What clinical signs were first noticed? A year after Fred’s IBS was diagnosed, he also had pancreatitis during this time, he was tripping and stumbling both front and hind limbs which initially worried the owner as she thought he may be neurological, however this was ruled out.
Any behavioural changes noted during this time? Although still a happy dog he displayed some difficulties exercising although motivated by other dogs playing with him.
What was the length of time before veterinary intervention was sought: Concerns were raised when he began to trip, approximately a year after his IBS diagnosis.
What was the veterinary diagnosis given: Bilateral hip arthritis, with his left hip being of greater concern. A year later upon x-ray it was suggested he have both hips replaced however this option was rejected due to his age.
What diagnostic tests were used?: Veterinary examination, X-rays, CT scan and arthroscopy.
Were there any coexisting conditions which meant treatment had to be altered or changed to suit the individual animal? Yes, Fred has IBS which means he could not be prescribed NSAIDs and needed Tramadol and Gabapentin instead. For this he also has a daily dose of Omeprazole to help the IBS.
Which pharmaceutical/ NSAIDs were prescribed?: Gabapentin, Pardale, Amantadine, Tramadol- with the pre-existing IBS long term pain relief was more difficult to prescribe.
Were any dietary alterations or supplements used?: Started Youmove some years ago, has since needed to increase dose of Gabapentin and added Pardale and Amantadine. More so due to the IBS Fred has all his meals in a slow feeder which works very well and slows him down and prolongs his eating time to approximately 15 mins.
Any lifestyle or home adaptions made following diagnosis?: Fred sleeps on an orthopaedic dog bed and his owner has found that keeping him warm (he sleeps in front of the fire) is the key to managing his arthritis. Limited running when on off lead walks. Fred is not allowed to go up flights of stairs anymore due to stumbling and he is also lifted in and out of cars for journeys. The flooring that Fred regularly uses has been treated with non-slip paint to increase traction and increase his confidence in his ability.
Was the dog’s daily exercise altered following diagnosis? Yes, although still allowed off lead exercise, running has been limited to avoid joint concussion.

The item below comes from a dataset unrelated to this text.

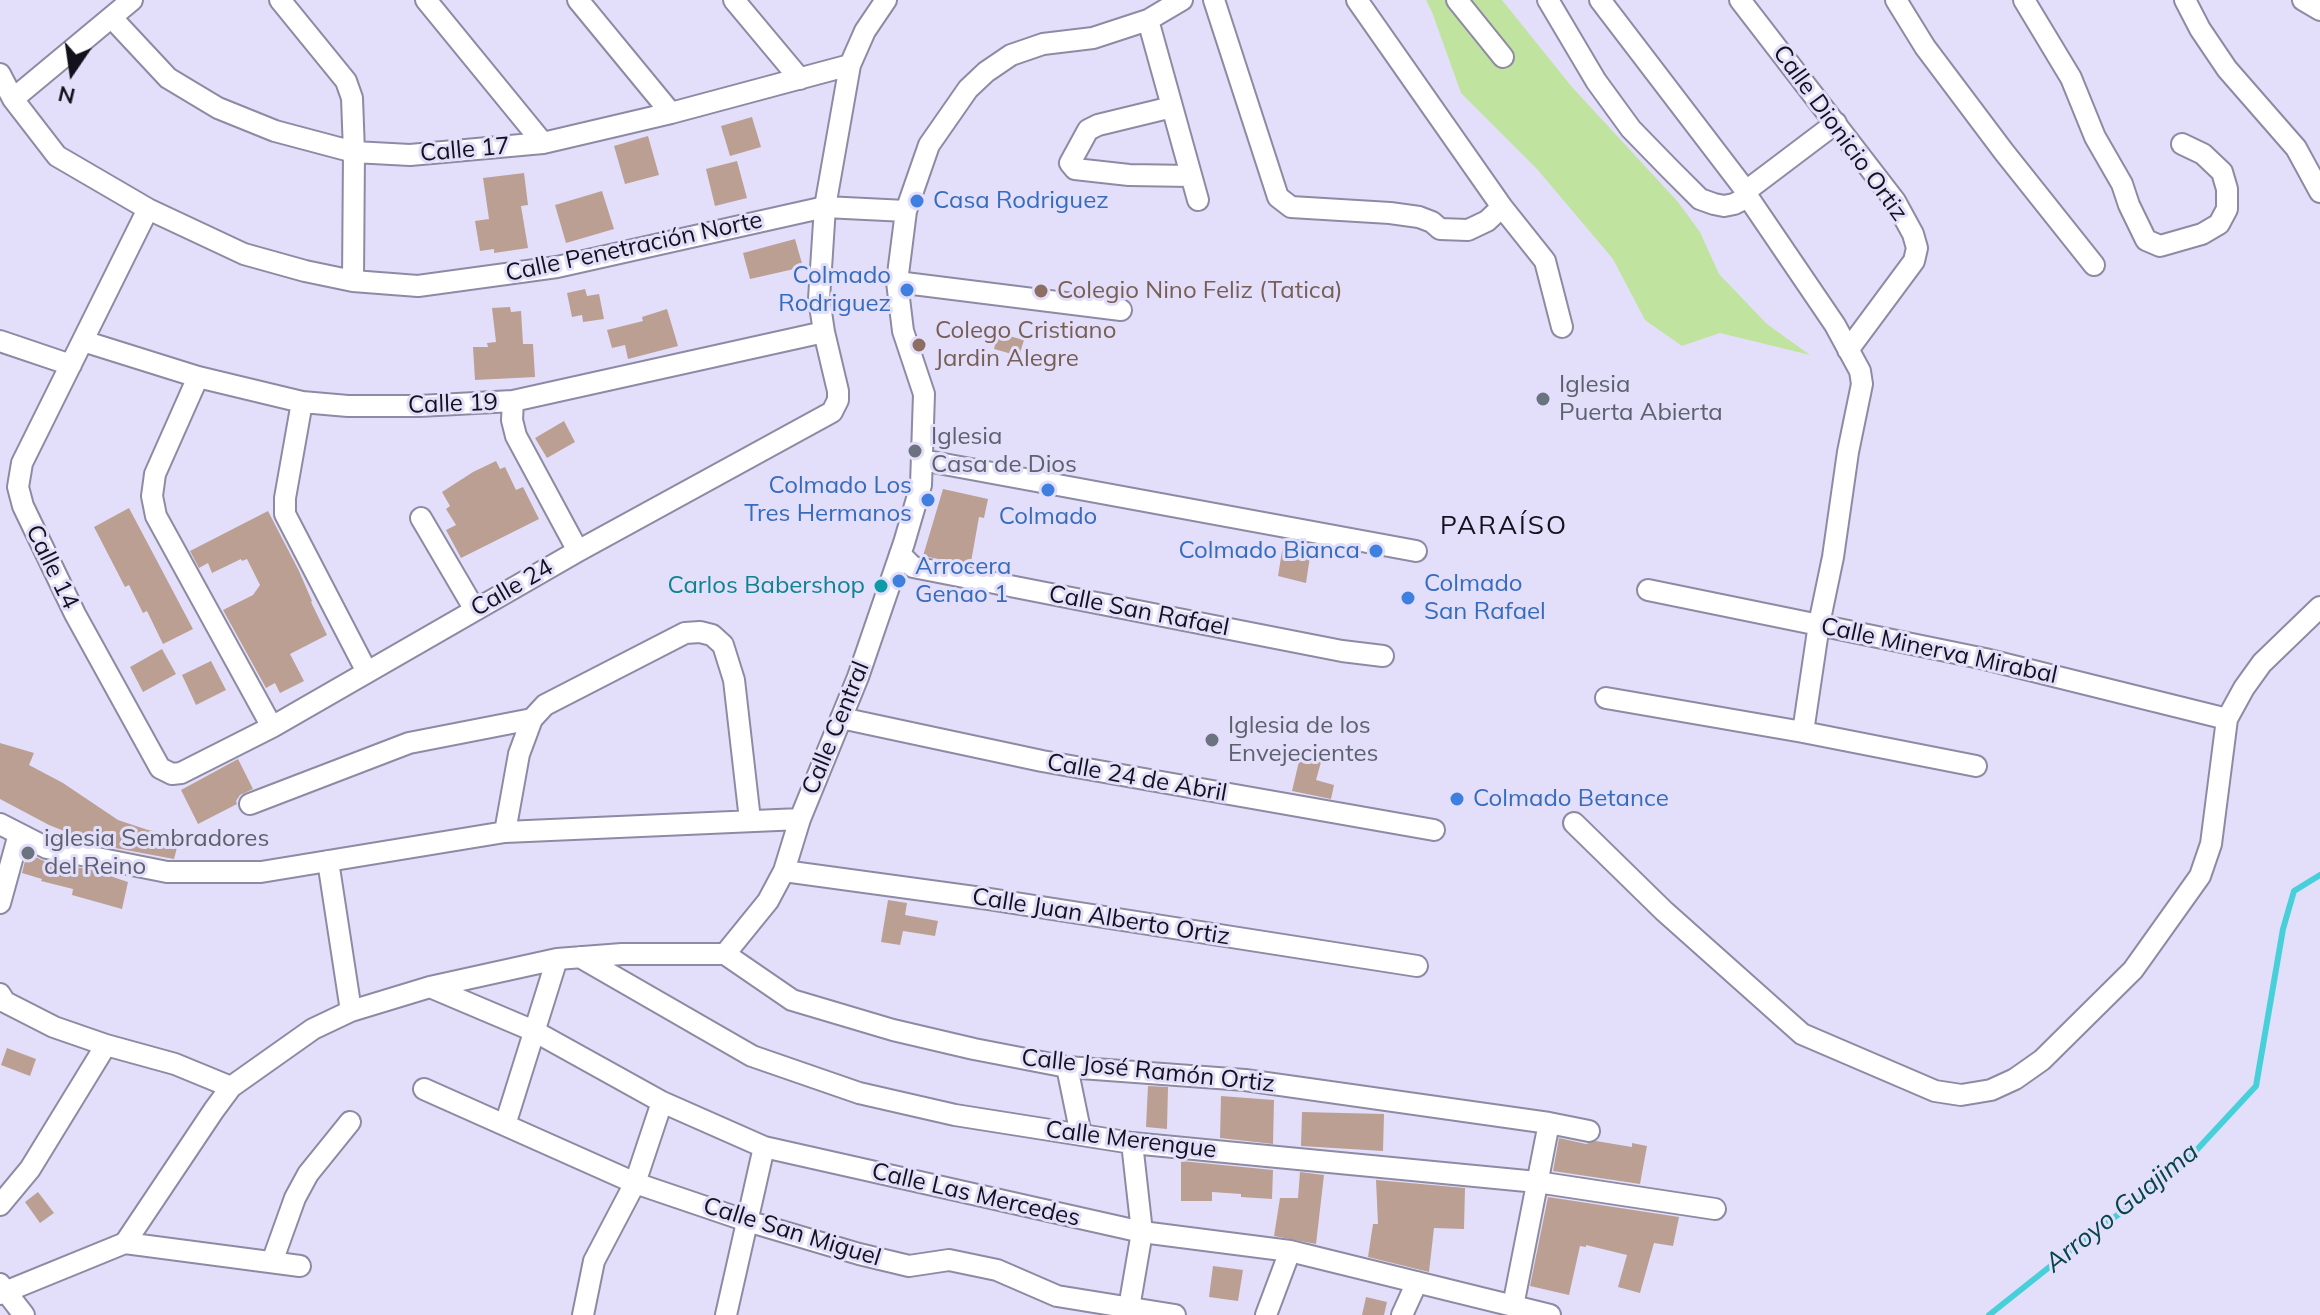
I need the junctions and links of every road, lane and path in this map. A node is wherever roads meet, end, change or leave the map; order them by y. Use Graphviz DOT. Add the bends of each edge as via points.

Any complimentary therapies used? E.g. hydrotherapy, physiotherapy, acupuncture etc? Regular physiotherapy sessions but cannot go to hydrotherapy at the moment for worry of flaring up the right side.

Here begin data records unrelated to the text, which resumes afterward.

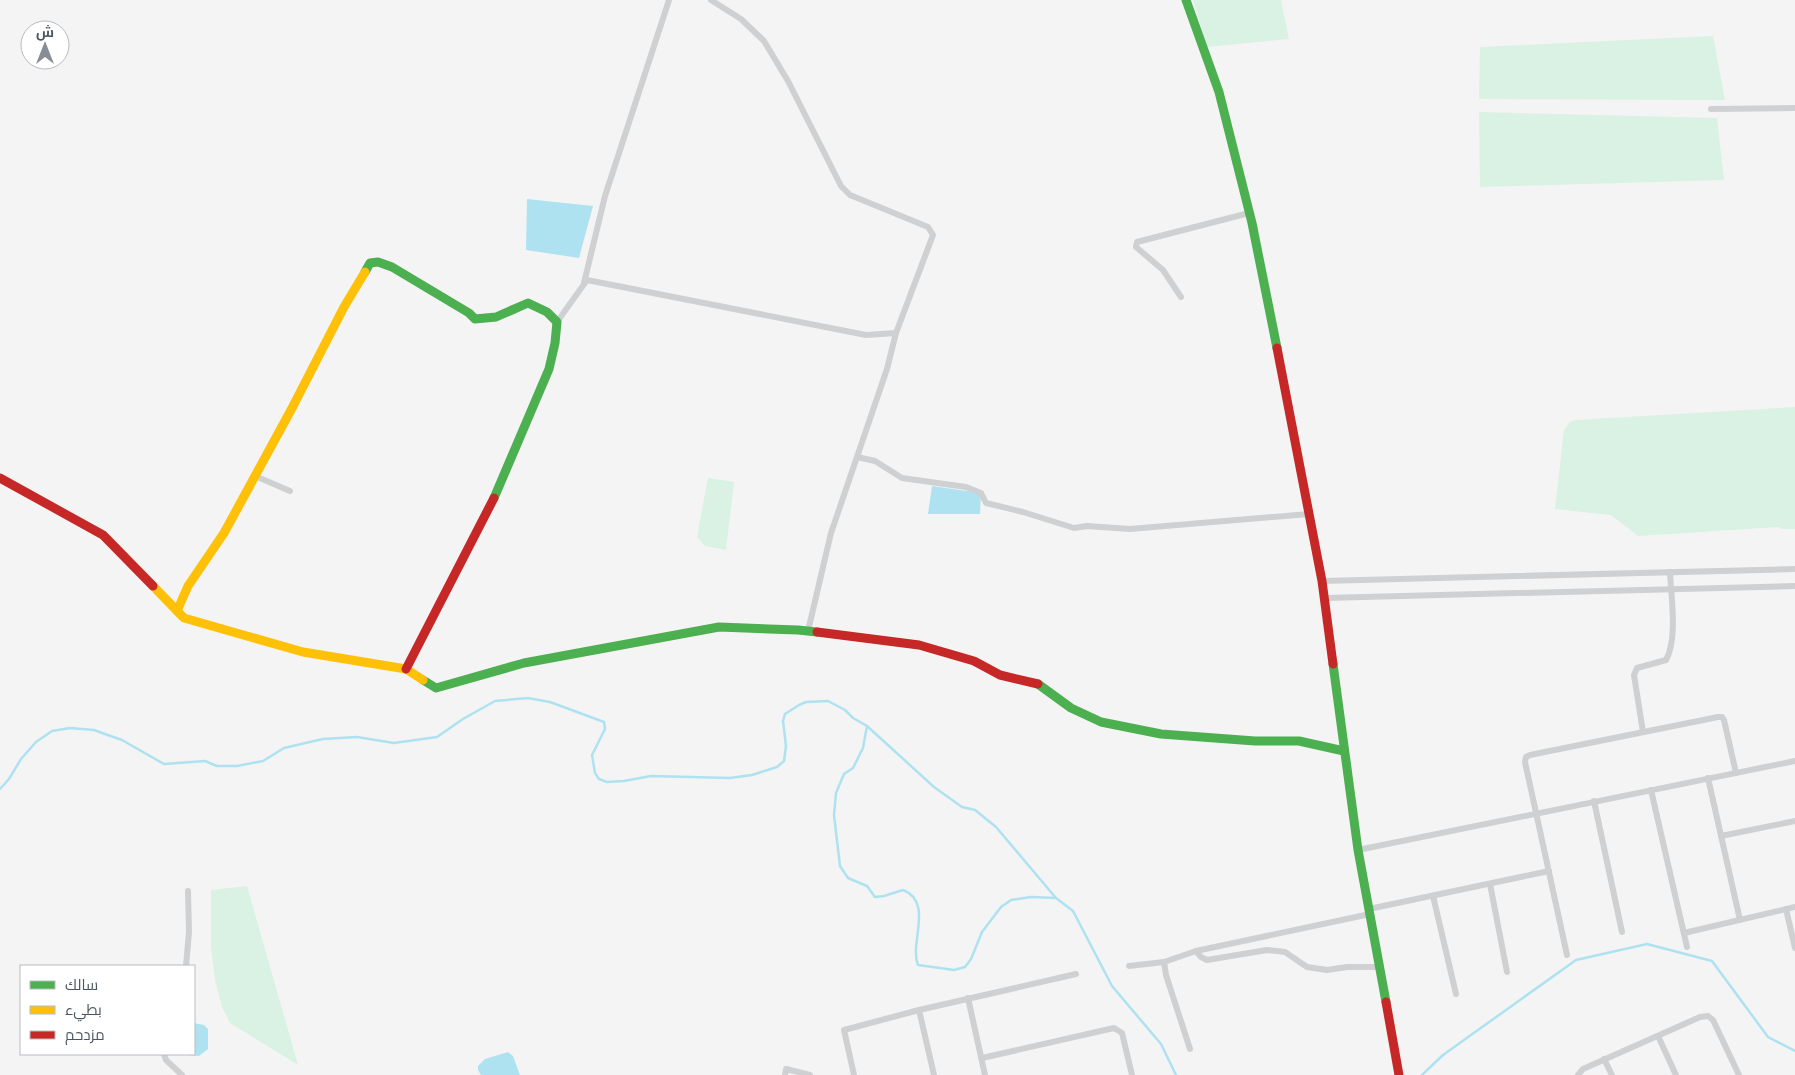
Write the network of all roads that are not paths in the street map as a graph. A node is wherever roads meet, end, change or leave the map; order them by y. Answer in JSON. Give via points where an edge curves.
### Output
{"nodes":[{"id":1,"x":669,"y":0,"type":"edge"},
{"id":2,"x":711,"y":0,"type":"edge"},
{"id":3,"x":1186,"y":0,"type":"edge"},
{"id":4,"x":1795,"y":108,"type":"edge"},
{"id":5,"x":1711,"y":109,"type":"dead end"},
{"id":6,"x":1249,"y":213,"type":"junction"},
{"id":7,"x":583,"y":286,"type":"junction"},
{"id":8,"x":1182,"y":297,"type":"dead end"},
{"id":9,"x":557,"y":322,"type":"junction"},
{"id":10,"x":896,"y":332,"type":"junction"},
{"id":11,"x":857,"y":457,"type":"junction"},
{"id":12,"x":255,"y":476,"type":"junction"},
{"id":13,"x":0,"y":478,"type":"edge"},
{"id":14,"x":290,"y":490,"type":"dead end"},
{"id":15,"x":1309,"y":514,"type":"junction"},
{"id":16,"x":1795,"y":569,"type":"edge"},
{"id":17,"x":1670,"y":572,"type":"junction"},
{"id":18,"x":1322,"y":581,"type":"junction"},
{"id":19,"x":1795,"y":586,"type":"edge"},
{"id":20,"x":1670,"y":589,"type":"junction"},
{"id":21,"x":1324,"y":598,"type":"junction"},
{"id":22,"x":177,"y":611,"type":"junction"},
{"id":23,"x":808,"y":631,"type":"junction"},
{"id":24,"x":406,"y":669,"type":"junction"},
{"id":25,"x":1642,"y":732,"type":"junction"},
{"id":26,"x":1344,"y":751,"type":"junction"},
{"id":27,"x":1795,"y":761,"type":"edge"},
{"id":28,"x":1736,"y":773,"type":"junction"},
{"id":29,"x":1708,"y":778,"type":"junction"},
{"id":30,"x":1651,"y":790,"type":"junction"},
{"id":31,"x":1594,"y":801,"type":"junction"},
{"id":32,"x":1536,"y":813,"type":"junction"},
{"id":33,"x":1795,"y":821,"type":"edge"},
{"id":34,"x":1721,"y":836,"type":"junction"},
{"id":35,"x":1358,"y":850,"type":"junction"},
{"id":36,"x":1549,"y":871,"type":"junction"},
{"id":37,"x":1490,"y":884,"type":"junction"},
{"id":38,"x":188,"y":891,"type":"dead end"},
{"id":39,"x":1433,"y":896,"type":"junction"},
{"id":40,"x":1795,"y":907,"type":"edge"},
{"id":41,"x":1786,"y":909,"type":"junction"},
{"id":42,"x":1370,"y":912,"type":"junction"},
{"id":43,"x":1740,"y":920,"type":"junction"},
{"id":44,"x":1622,"y":932,"type":"dead end"},
{"id":45,"x":1684,"y":933,"type":"junction"},
{"id":46,"x":1687,"y":947,"type":"dead end"},
{"id":47,"x":1795,"y":948,"type":"edge"},
{"id":48,"x":1196,"y":951,"type":"junction"},
{"id":49,"x":1567,"y":955,"type":"dead end"},
{"id":50,"x":1164,"y":962,"type":"junction"},
{"id":51,"x":186,"y":965,"type":"edge"},
{"id":52,"x":1129,"y":966,"type":"dead end"},
{"id":53,"x":1380,"y":967,"type":"junction"},
{"id":54,"x":1508,"y":972,"type":"dead end"},
{"id":55,"x":1076,"y":974,"type":"dead end"},
{"id":56,"x":1456,"y":994,"type":"dead end"},
{"id":57,"x":968,"y":998,"type":"junction"},
{"id":58,"x":919,"y":1010,"type":"junction"},
{"id":59,"x":1658,"y":1036,"type":"junction"},
{"id":60,"x":1190,"y":1049,"type":"dead end"},
{"id":61,"x":164,"y":1055,"type":"edge"},
{"id":62,"x":982,"y":1058,"type":"junction"},
{"id":63,"x":1604,"y":1059,"type":"junction"},
{"id":64,"x":182,"y":1075,"type":"edge"},
{"id":65,"x":785,"y":1075,"type":"edge"},
{"id":66,"x":810,"y":1075,"type":"edge"},
{"id":67,"x":854,"y":1075,"type":"edge"},
{"id":68,"x":934,"y":1075,"type":"edge"},
{"id":69,"x":985,"y":1075,"type":"edge"},
{"id":70,"x":1132,"y":1075,"type":"edge"},
{"id":71,"x":1399,"y":1075,"type":"edge"},
{"id":72,"x":1578,"y":1075,"type":"edge"},
{"id":73,"x":1612,"y":1075,"type":"edge"},
{"id":74,"x":1676,"y":1075,"type":"edge"},
{"id":75,"x":1739,"y":1075,"type":"edge"}],
"edges":[{"from":1,"to":7,"type":"street","via":[[605,196]]},
{"from":2,"to":10,"type":"street","via":[[741,19],[764,41],[841,186],[850,195],[928,228],[933,235]]},
{"from":3,"to":6,"type":"street","via":[[1219,92]]},
{"from":4,"to":5,"type":"street"},
{"from":6,"to":8,"type":"street","via":[[1136,242],[1136,247],[1163,270]]},
{"from":6,"to":15,"type":"street"},
{"from":7,"to":9,"type":"street"},
{"from":7,"to":10,"type":"street","via":[[587,280],[866,335]]},
{"from":9,"to":12,"type":"street","via":[[547,312],[528,303],[507,315],[475,320],[469,313],[392,266],[378,262],[370,264]]},
{"from":9,"to":24,"type":"street","via":[[549,369],[488,512]]},
{"from":10,"to":11,"type":"street"},
{"from":11,"to":15,"type":"street","via":[[875,462],[902,478],[966,487],[981,493],[986,503],[1074,528],[1130,529]]},
{"from":11,"to":23,"type":"street","via":[[831,532]]},
{"from":12,"to":14,"type":"street"},
{"from":12,"to":22,"type":"street","via":[[224,533],[188,586]]},
{"from":13,"to":22,"type":"street","via":[[103,534]]},
{"from":15,"to":18,"type":"street"},
{"from":16,"to":17,"type":"street"},
{"from":17,"to":18,"type":"street"},
{"from":17,"to":20,"type":"street"},
{"from":18,"to":21,"type":"street"},
{"from":19,"to":20,"type":"street"},
{"from":20,"to":21,"type":"street"},
{"from":20,"to":25,"type":"street","via":[[1670,652],[1666,660],[1637,668],[1634,675]]},
{"from":21,"to":26,"type":"street"},
{"from":22,"to":24,"type":"street","via":[[184,618],[302,652]]},
{"from":23,"to":24,"type":"street","via":[[719,628],[524,663],[436,688]]},
{"from":23,"to":26,"type":"street","via":[[920,645],[974,661],[1000,674],[1037,684],[1071,708],[1101,722],[1161,734],[1299,741]]},
{"from":25,"to":28,"type":"street","via":[[1722,717]]},
{"from":25,"to":32,"type":"street","via":[[1526,757]]},
{"from":26,"to":35,"type":"street"},
{"from":27,"to":28,"type":"street"},
{"from":28,"to":29,"type":"street"},
{"from":29,"to":30,"type":"street"},
{"from":29,"to":34,"type":"street"},
{"from":30,"to":31,"type":"street"},
{"from":30,"to":45,"type":"street"},
{"from":31,"to":32,"type":"street"},
{"from":31,"to":44,"type":"street"},
{"from":32,"to":35,"type":"street"},
{"from":32,"to":36,"type":"street"},
{"from":33,"to":34,"type":"street"},
{"from":34,"to":43,"type":"street"},
{"from":35,"to":42,"type":"street"},
{"from":36,"to":37,"type":"street"},
{"from":36,"to":49,"type":"street"},
{"from":37,"to":39,"type":"street"},
{"from":37,"to":54,"type":"street"},
{"from":38,"to":51,"type":"street"},
{"from":39,"to":42,"type":"street"},
{"from":39,"to":56,"type":"street"},
{"from":40,"to":41,"type":"street"},
{"from":41,"to":43,"type":"street"},
{"from":41,"to":47,"type":"street"},
{"from":42,"to":48,"type":"street"},
{"from":42,"to":53,"type":"street"},
{"from":43,"to":45,"type":"street"},
{"from":45,"to":46,"type":"street"},
{"from":48,"to":50,"type":"street"},
{"from":48,"to":53,"type":"street","via":[[1207,960],[1267,950],[1285,952],[1307,967],[1327,970]]},
{"from":50,"to":52,"type":"street"},
{"from":50,"to":60,"type":"street"},
{"from":53,"to":71,"type":"street"},
{"from":55,"to":57,"type":"street"},
{"from":57,"to":58,"type":"street"},
{"from":57,"to":62,"type":"street"},
{"from":58,"to":67,"type":"street","via":[[844,1030]]},
{"from":58,"to":68,"type":"street"},
{"from":59,"to":63,"type":"street"},
{"from":59,"to":74,"type":"street"},
{"from":59,"to":75,"type":"street","via":[[1708,1016],[1713,1020]]},
{"from":61,"to":64,"type":"street"},
{"from":62,"to":69,"type":"street"},
{"from":62,"to":70,"type":"street","via":[[1114,1028],[1122,1032]]},
{"from":63,"to":72,"type":"street"},
{"from":63,"to":73,"type":"street"},
{"from":65,"to":66,"type":"street","via":[[786,1069]]}]}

If used what did these therapies aim to target? Aiming to target the hips to build muscle in a functional way without causing too many compensatory postural adaptions. All therapies must be of low impact/ low exertion exercise so not to cause undue stress or tension which may flare up the osteoarthritis and potentially the IBS.
Have the clinical symptoms improved, worsened or stayed the same: Since initial diagnosis Fred has had his medication increased accordingly in order to manage the pain (anti-inflammatories still not an option).